Could you find every line in the entries below that holds the word "edges" and copy it?

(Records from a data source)
== Segment start ==

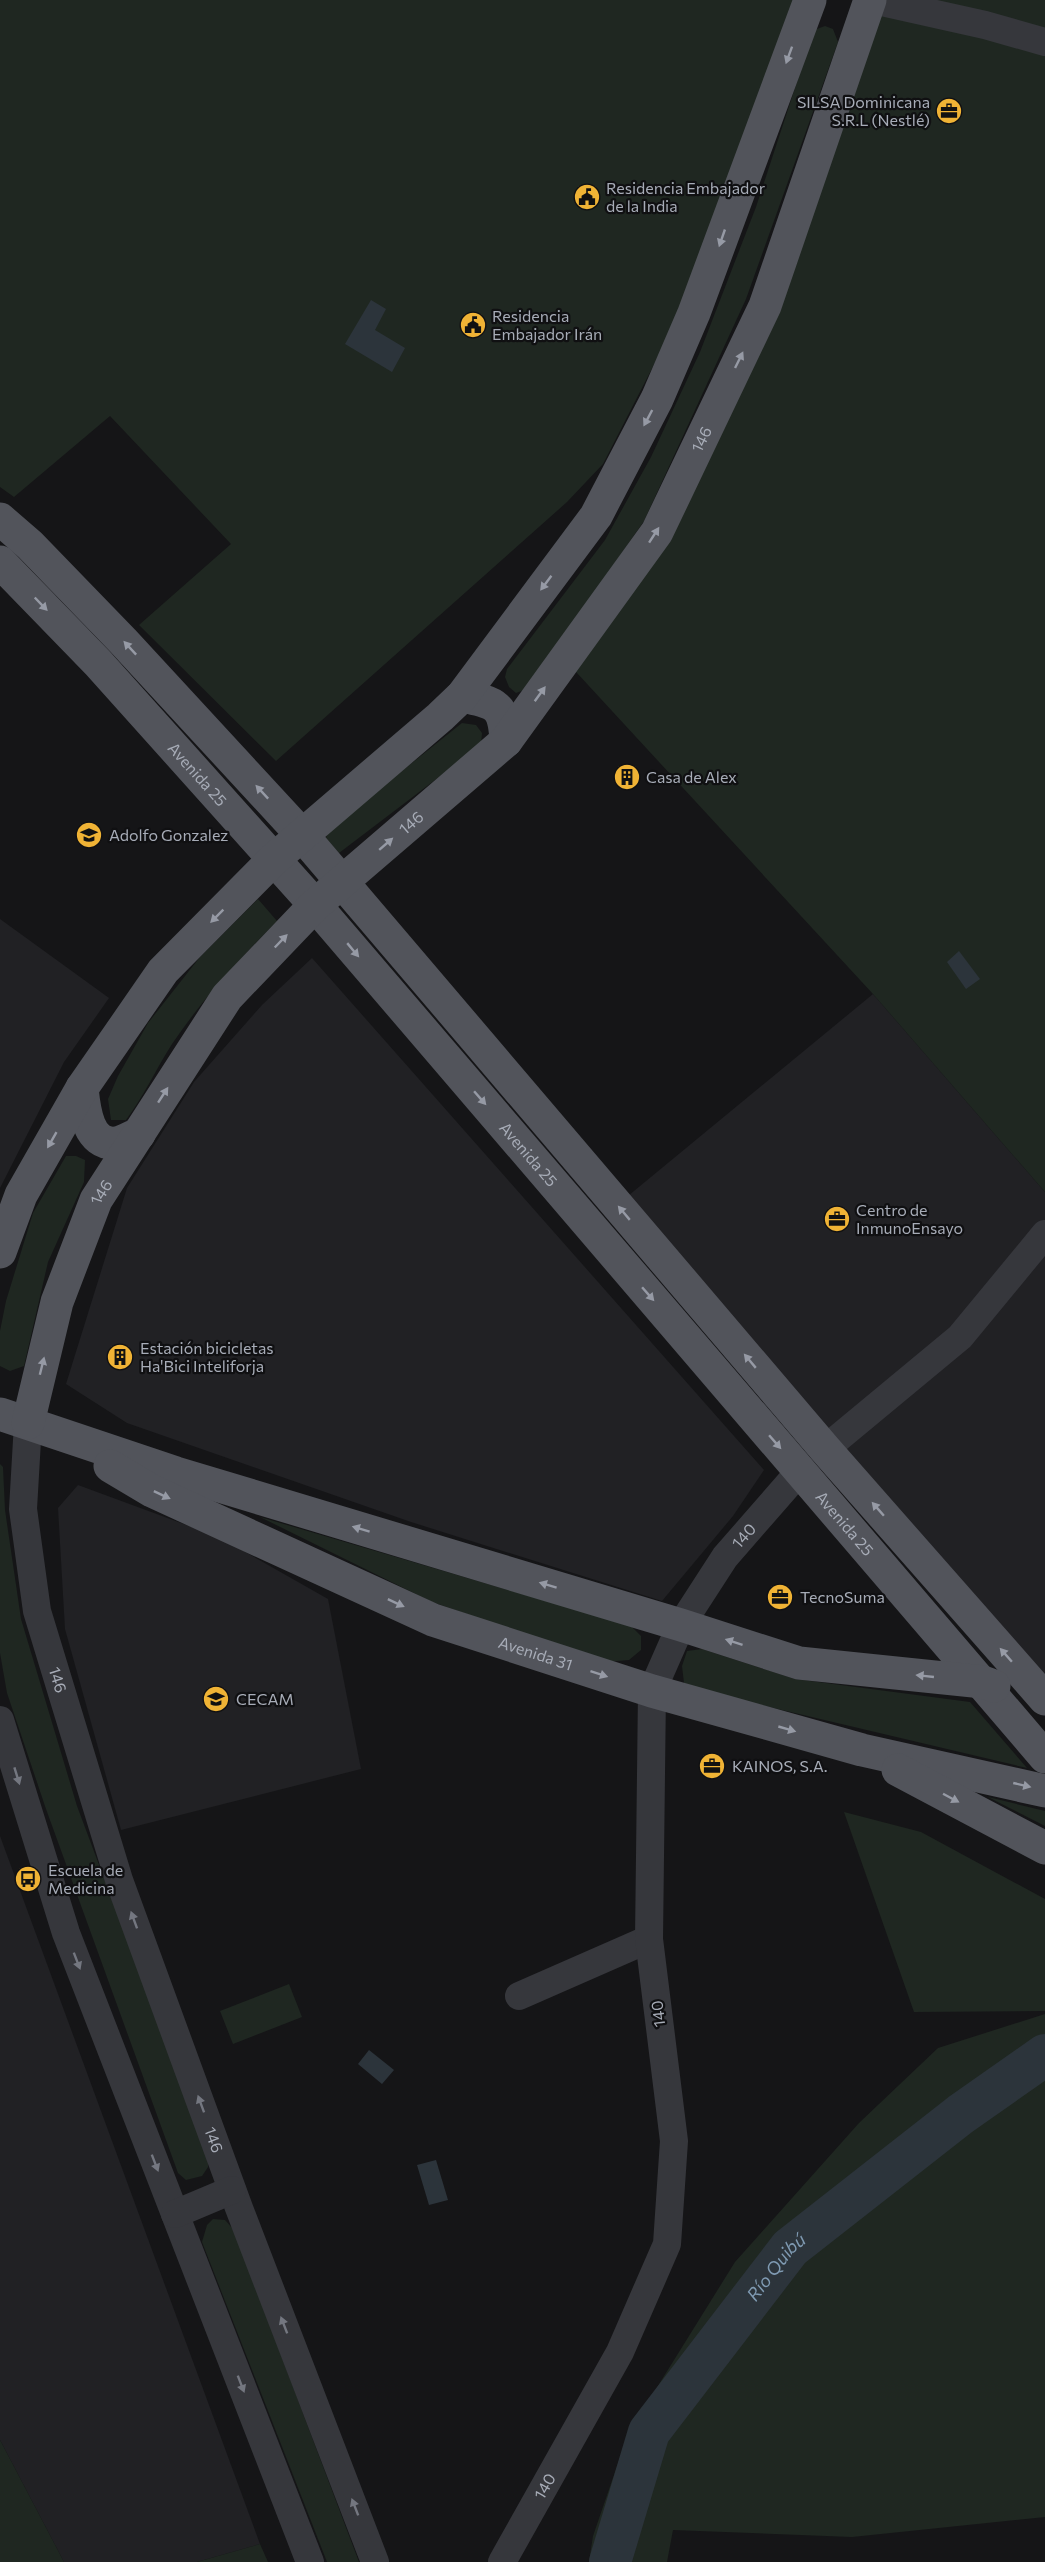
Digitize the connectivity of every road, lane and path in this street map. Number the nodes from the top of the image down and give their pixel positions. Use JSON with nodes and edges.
{"nodes":[{"id":1,"x":810,"y":0,"type":"edge"},
{"id":2,"x":872,"y":0,"type":"edge"},
{"id":3,"x":1045,"y":42,"type":"edge"},
{"id":4,"x":0,"y":519,"type":"edge"},
{"id":5,"x":0,"y":562,"type":"edge"},
{"id":6,"x":462,"y":696,"type":"junction"},
{"id":7,"x":506,"y":741,"type":"junction"},
{"id":8,"x":302,"y":835,"type":"junction"},
{"id":9,"x":273,"y":860,"type":"junction"},
{"id":10,"x":342,"y":882,"type":"junction"},
{"id":11,"x":315,"y":905,"type":"junction"},
{"id":12,"x":82,"y":1088,"type":"junction"},
{"id":13,"x":139,"y":1134,"type":"junction"},
{"id":14,"x":1045,"y":1234,"type":"edge"},
{"id":15,"x":0,"y":1252,"type":"edge"},
{"id":16,"x":28,"y":1424,"type":"edge"},
{"id":17,"x":825,"y":1449,"type":"junction"},
{"id":18,"x":800,"y":1471,"type":"junction"},
{"id":19,"x":681,"y":1625,"type":"junction"},
{"id":20,"x":983,"y":1682,"type":"junction"},
{"id":21,"x":652,"y":1691,"type":"junction"},
{"id":22,"x":1045,"y":1701,"type":"edge"},
{"id":23,"x":0,"y":1720,"type":"edge"},
{"id":24,"x":862,"y":1750,"type":"junction"},
{"id":25,"x":1045,"y":1757,"type":"edge"},
{"id":26,"x":1045,"y":1791,"type":"edge"},
{"id":27,"x":1045,"y":1848,"type":"edge"},
{"id":28,"x":650,"y":1939,"type":"junction"},
{"id":29,"x":519,"y":1996,"type":"dead end"},
{"id":30,"x":232,"y":2190,"type":"junction"},
{"id":31,"x":175,"y":2214,"type":"junction"},
{"id":32,"x":310,"y":2562,"type":"edge"},
{"id":33,"x":375,"y":2562,"type":"edge"},
{"id":34,"x":502,"y":2562,"type":"edge"}],
"edges":[{"from":1,"to":6,"type":"main road","one_way":true},
{"from":2,"to":3,"type":"street"},
{"from":7,"to":2,"type":"main road","name":"146","one_way":true},
{"from":8,"to":4,"type":"main road","name":"Avenida 25","one_way":true},
{"from":5,"to":9,"type":"main road","name":"Avenida 25","one_way":true},
{"from":6,"to":7,"type":"main road"},
{"from":6,"to":8,"type":"main road"},
{"from":10,"to":7,"type":"main road","name":"146","one_way":true},
{"from":8,"to":9,"type":"main road"},
{"from":8,"to":10,"type":"main road","name":"Avenida 25"},
{"from":9,"to":11,"type":"main road","name":"Avenida 25"},
{"from":9,"to":12,"type":"main road","one_way":true},
{"from":10,"to":11,"type":"main road","name":"146"},
{"from":17,"to":10,"type":"main road","name":"Avenida 25","one_way":true},
{"from":13,"to":11,"type":"main road","name":"146","one_way":true},
{"from":11,"to":18,"type":"main road","name":"Avenida 25","one_way":true},
{"from":12,"to":13,"type":"main road"},
{"from":12,"to":15,"type":"main road","one_way":true},
{"from":16,"to":13,"type":"main road","name":"146","one_way":true},
{"from":14,"to":17,"type":"street"},
{"from":19,"to":16,"type":"main road","one_way":true},
{"from":16,"to":21,"type":"main road","name":"Avenida 31","one_way":true},
{"from":30,"to":16,"type":"street","name":"146","one_way":true},
{"from":22,"to":17,"type":"main road","name":"Avenida 25","one_way":true},
{"from":18,"to":19,"type":"street","name":"140"},
{"from":18,"to":20,"type":"main road","name":"Avenida 25"},
{"from":20,"to":19,"type":"main road","one_way":true},
{"from":19,"to":21,"type":"street","name":"140"},
{"from":20,"to":22,"type":"main road"},
{"from":20,"to":25,"type":"main road","name":"Avenida 25"},
{"from":21,"to":24,"type":"main road","name":"Avenida 31","one_way":true},
{"from":21,"to":28,"type":"street","name":"140"},
{"from":23,"to":31,"type":"street","one_way":true},
{"from":24,"to":26,"type":"main road","name":"Avenida 31","one_way":true},
{"from":24,"to":27,"type":"main road","one_way":true},
{"from":28,"to":29,"type":"street"},
{"from":28,"to":34,"type":"street","name":"140"},
{"from":30,"to":31,"type":"street"},
{"from":33,"to":30,"type":"street","name":"146","one_way":true},
{"from":31,"to":32,"type":"street","one_way":true}]}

== Segment end ==

◆ **OUTPUT BELOW**
Digitize the connectivity of every road, lane and path in this street map. Number the nodes from the top of the image down and give their pixel positions. Use JSON with nodes and edges.
"edges":[{"from":1,"to":6,"type":"main road","one_way":true},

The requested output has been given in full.